WHAT TO PRODUCE
Output all of the records word for word and drop the images.
##########
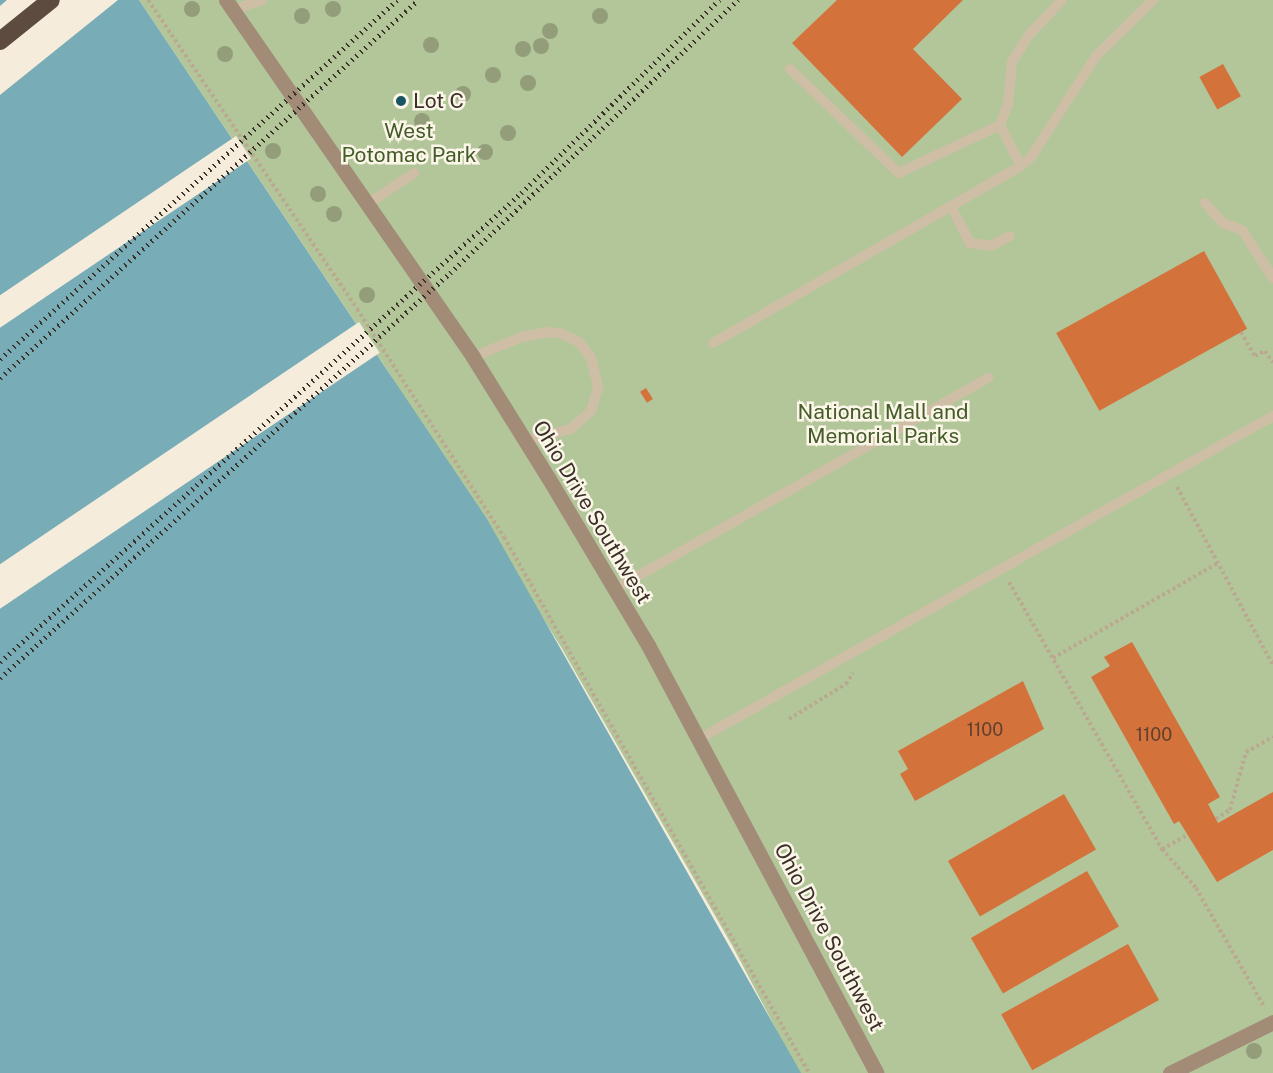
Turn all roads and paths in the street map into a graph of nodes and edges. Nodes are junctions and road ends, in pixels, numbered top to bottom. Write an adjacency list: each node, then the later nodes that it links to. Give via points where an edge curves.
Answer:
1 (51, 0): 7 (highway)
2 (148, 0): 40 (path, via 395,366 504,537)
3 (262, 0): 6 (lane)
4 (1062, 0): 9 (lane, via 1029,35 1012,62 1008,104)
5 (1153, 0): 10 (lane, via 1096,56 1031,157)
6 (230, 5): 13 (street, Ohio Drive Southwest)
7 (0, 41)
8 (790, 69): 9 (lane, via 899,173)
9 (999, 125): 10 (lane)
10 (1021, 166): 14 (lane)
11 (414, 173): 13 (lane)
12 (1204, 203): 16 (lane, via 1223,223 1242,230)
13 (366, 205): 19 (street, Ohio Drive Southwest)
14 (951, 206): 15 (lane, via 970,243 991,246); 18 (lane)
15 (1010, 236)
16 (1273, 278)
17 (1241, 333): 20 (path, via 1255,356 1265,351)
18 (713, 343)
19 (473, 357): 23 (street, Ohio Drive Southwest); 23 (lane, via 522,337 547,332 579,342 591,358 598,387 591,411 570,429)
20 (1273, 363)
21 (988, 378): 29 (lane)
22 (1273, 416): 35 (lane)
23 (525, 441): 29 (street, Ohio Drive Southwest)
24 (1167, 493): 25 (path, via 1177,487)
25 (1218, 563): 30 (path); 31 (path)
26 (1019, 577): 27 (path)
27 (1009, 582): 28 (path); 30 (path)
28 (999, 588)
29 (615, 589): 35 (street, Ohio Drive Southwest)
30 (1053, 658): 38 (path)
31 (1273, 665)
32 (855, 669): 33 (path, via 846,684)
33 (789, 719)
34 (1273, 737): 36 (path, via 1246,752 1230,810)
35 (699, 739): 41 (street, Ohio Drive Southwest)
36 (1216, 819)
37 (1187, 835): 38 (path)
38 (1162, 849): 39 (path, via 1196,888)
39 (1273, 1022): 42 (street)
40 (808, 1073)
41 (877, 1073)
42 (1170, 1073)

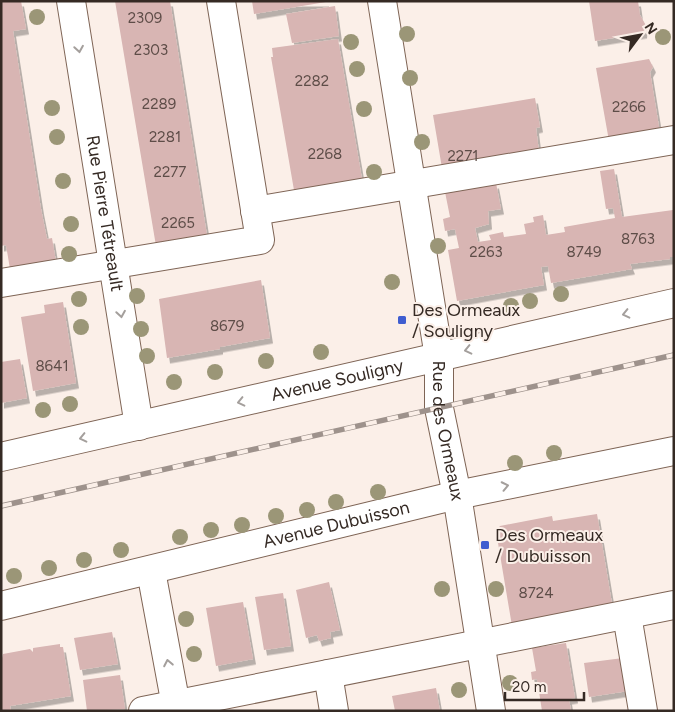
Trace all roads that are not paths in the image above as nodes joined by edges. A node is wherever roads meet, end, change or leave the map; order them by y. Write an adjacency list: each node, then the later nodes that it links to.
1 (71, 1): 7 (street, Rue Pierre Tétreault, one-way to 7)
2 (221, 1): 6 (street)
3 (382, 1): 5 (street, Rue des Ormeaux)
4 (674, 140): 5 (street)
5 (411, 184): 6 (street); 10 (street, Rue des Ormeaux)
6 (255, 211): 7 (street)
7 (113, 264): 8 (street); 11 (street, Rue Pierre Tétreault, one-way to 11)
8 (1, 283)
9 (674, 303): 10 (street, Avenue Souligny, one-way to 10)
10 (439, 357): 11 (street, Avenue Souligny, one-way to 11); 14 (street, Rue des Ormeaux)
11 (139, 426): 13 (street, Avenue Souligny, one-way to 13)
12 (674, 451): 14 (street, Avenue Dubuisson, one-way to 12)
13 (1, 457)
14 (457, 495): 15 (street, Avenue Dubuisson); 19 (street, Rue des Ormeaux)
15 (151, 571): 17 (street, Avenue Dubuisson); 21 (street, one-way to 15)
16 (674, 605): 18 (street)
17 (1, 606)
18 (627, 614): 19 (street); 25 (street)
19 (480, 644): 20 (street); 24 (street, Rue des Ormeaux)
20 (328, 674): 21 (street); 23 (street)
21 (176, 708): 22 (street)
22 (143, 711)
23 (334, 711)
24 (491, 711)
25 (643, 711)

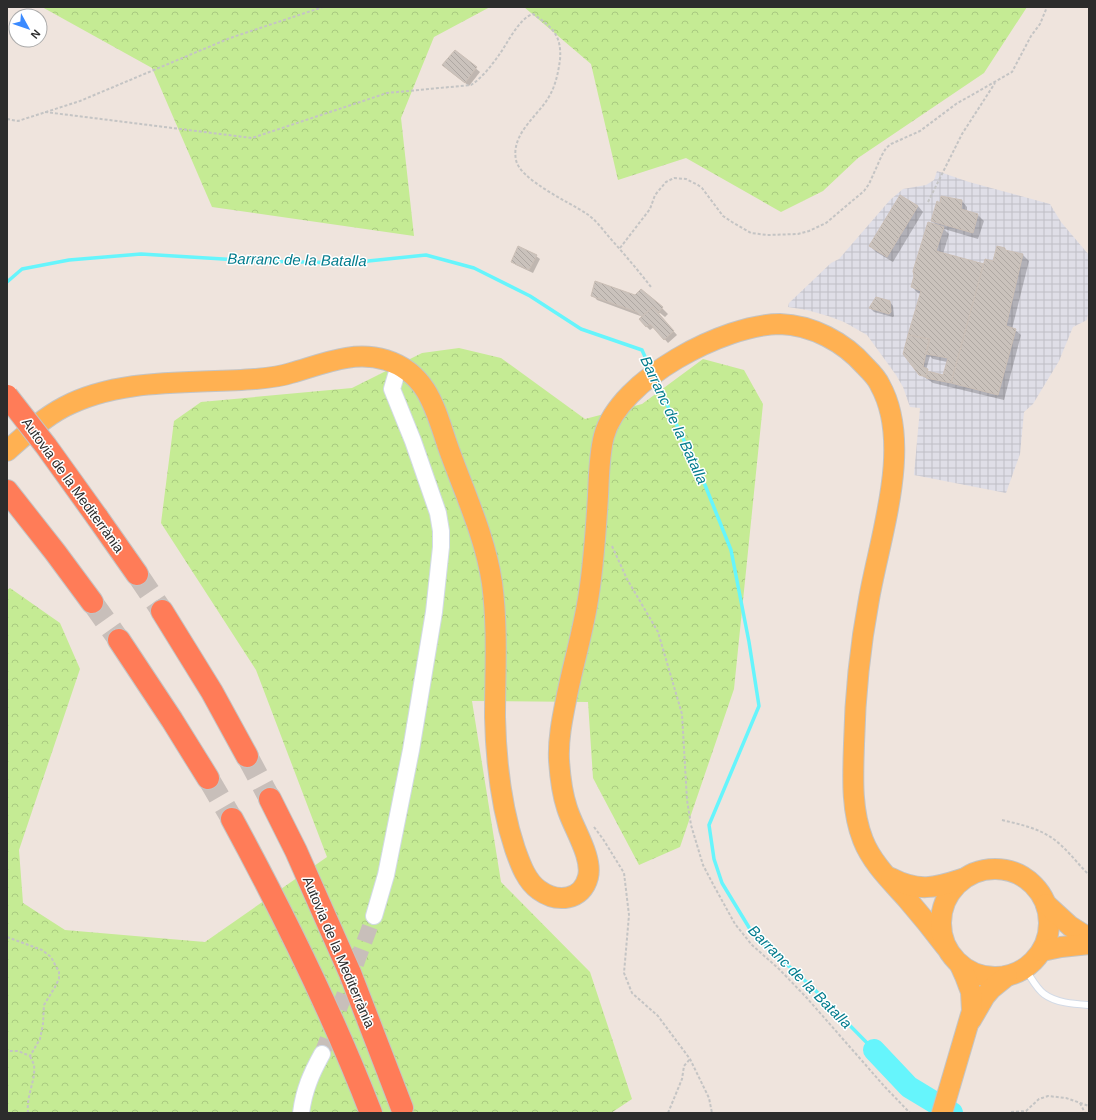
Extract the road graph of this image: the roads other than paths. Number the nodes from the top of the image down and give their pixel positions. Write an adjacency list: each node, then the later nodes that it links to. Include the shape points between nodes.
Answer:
##########
SOLUTION
Turn all roads and paths in the street map into a graph of nodes and edges. Nodes are junctions and road ends, in pixels, numbered top to bottom. Write an adjacency list: each node, then the later nodes that it links to. Give via points where an edge curves.
Answer:
1 (51, 0): 7 (highway)
2 (148, 0): 40 (path, via 395,366 504,537)
3 (262, 0): 6 (lane)
4 (1062, 0): 9 (lane, via 1029,35 1012,62 1008,104)
5 (1153, 0): 10 (lane, via 1096,56 1031,157)
6 (230, 5): 13 (street, Ohio Drive Southwest)
7 (0, 41)
8 (790, 69): 9 (lane, via 899,173)
9 (999, 125): 10 (lane)
10 (1021, 166): 14 (lane)
11 (414, 173): 13 (lane)
12 (1204, 203): 16 (lane, via 1223,223 1242,230)
13 (366, 205): 19 (street, Ohio Drive Southwest)
14 (951, 206): 15 (lane, via 970,243 991,246); 18 (lane)
15 (1010, 236)
16 (1273, 278)
17 (1241, 333): 20 (path, via 1255,356 1265,351)
18 (713, 343)
19 (473, 357): 23 (street, Ohio Drive Southwest); 23 (lane, via 522,337 547,332 579,342 591,358 598,387 591,411 570,429)
20 (1273, 363)
21 (988, 378): 29 (lane)
22 (1273, 416): 35 (lane)
23 (525, 441): 29 (street, Ohio Drive Southwest)
24 (1167, 493): 25 (path, via 1177,487)
25 (1218, 563): 30 (path); 31 (path)
26 (1019, 577): 27 (path)
27 (1009, 582): 28 (path); 30 (path)
28 (999, 588)
29 (615, 589): 35 (street, Ohio Drive Southwest)
30 (1053, 658): 38 (path)
31 (1273, 665)
32 (855, 669): 33 (path, via 846,684)
33 (789, 719)
34 (1273, 737): 36 (path, via 1246,752 1230,810)
35 (699, 739): 41 (street, Ohio Drive Southwest)
36 (1216, 819)
37 (1187, 835): 38 (path)
38 (1162, 849): 39 (path, via 1196,888)
39 (1273, 1022): 42 (street)
40 (808, 1073)
41 (877, 1073)
42 (1170, 1073)

Trace all roads that are not paths in the image above as nodes joined by edges. A node is wherever roads meet, end, change or leave the map; order them by y. Write an adjacency list: each node, then the later nodes that it links to.
1 (71, 1): 7 (street, Rue Pierre Tétreault, one-way to 7)
2 (221, 1): 6 (street)
3 (382, 1): 5 (street, Rue des Ormeaux)
4 (674, 140): 5 (street)
5 (411, 184): 6 (street); 10 (street, Rue des Ormeaux)
6 (255, 211): 7 (street)
7 (113, 264): 8 (street); 11 (street, Rue Pierre Tétreault, one-way to 11)
8 (1, 283)
9 (674, 303): 10 (street, Avenue Souligny, one-way to 10)
10 (439, 357): 11 (street, Avenue Souligny, one-way to 11); 14 (street, Rue des Ormeaux)
11 (139, 426): 13 (street, Avenue Souligny, one-way to 13)
12 (674, 451): 14 (street, Avenue Dubuisson, one-way to 12)
13 (1, 457)
14 (457, 495): 15 (street, Avenue Dubuisson); 19 (street, Rue des Ormeaux)
15 (151, 571): 17 (street, Avenue Dubuisson); 21 (street, one-way to 15)
16 (674, 605): 18 (street)
17 (1, 606)
18 (627, 614): 19 (street); 25 (street)
19 (480, 644): 20 (street); 24 (street, Rue des Ormeaux)
20 (328, 674): 21 (street); 23 (street)
21 (176, 708): 22 (street)
22 (143, 711)
23 (334, 711)
24 (491, 711)
25 (643, 711)

Extract the road graph of this image: the roads other than paths. Number the nodes from the top of the image down and give their pixel positions. Write an adjacency list: each node, then the later nodes that it links to. Include the shape points between nodes.
Answer:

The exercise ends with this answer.